Una reflexión me llevó a otra y comencé a analizar mi vida, o algunos aspectos de ella. Carrera tras carrera, escuchando arduos discursos y disertaciones, en el colegio, la secundaria, la universidad, en la tele, en la radio, en mi hogar .Vaya palabra que me acecha siempre.
¿Cuál es mi hogar? ¿El que construyo, en el que viví, el que me puebla interiormente, el de mis hermanos, el de todos mis compatriotas, éste sombrío tren?
Un voz me quita del ensueño:
-Boletos, señores y señoras, boletos.
El guardia hacía sonar la tickeadora llena de historia y tristemente antigua, ostentando su pequeña porción de poder diaria y haciendo que los ojos del pasaje vayan a ella, escondiendo así la suciedad de su traje, el hastío de su rostro y las terribles marcas de dolor en sus arrugas.

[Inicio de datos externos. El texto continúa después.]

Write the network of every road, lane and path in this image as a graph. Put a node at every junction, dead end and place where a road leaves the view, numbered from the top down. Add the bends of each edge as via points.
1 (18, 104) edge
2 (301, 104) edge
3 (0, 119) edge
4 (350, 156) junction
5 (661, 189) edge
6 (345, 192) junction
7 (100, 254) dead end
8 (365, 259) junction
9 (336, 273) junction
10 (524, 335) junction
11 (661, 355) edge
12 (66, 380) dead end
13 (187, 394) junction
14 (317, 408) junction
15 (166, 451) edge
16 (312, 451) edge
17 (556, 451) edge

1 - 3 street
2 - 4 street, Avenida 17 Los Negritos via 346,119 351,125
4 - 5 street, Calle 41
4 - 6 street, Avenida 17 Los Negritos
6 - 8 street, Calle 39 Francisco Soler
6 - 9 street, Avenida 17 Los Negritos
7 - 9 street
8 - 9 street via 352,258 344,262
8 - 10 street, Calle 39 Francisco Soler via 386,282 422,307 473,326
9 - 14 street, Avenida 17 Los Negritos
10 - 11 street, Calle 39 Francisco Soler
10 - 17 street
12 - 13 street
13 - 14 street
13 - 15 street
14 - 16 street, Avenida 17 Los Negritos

El tiempo había atravesado a este hombre de cincuenta y pico con toda su fuerza, era claro que nada quedaba de él, la caminata cansina y la voz sin música hacían suponer que su alma ya no lo acompañaba.
Hice marcar mi boleto y sentí un vahído leve que me llevo a mi infancia, a juegos en los pasillos de esos mismos trenes, limpios, con aroma a girasoles y soja campestre, con asientos de cuero impecablemente verde, y señoras paquetas que animosamente conversaban .Viajábamos a la Capital, todo un avance, a buscar universidad para mis hermanas y pensionados religiosos que las alojen.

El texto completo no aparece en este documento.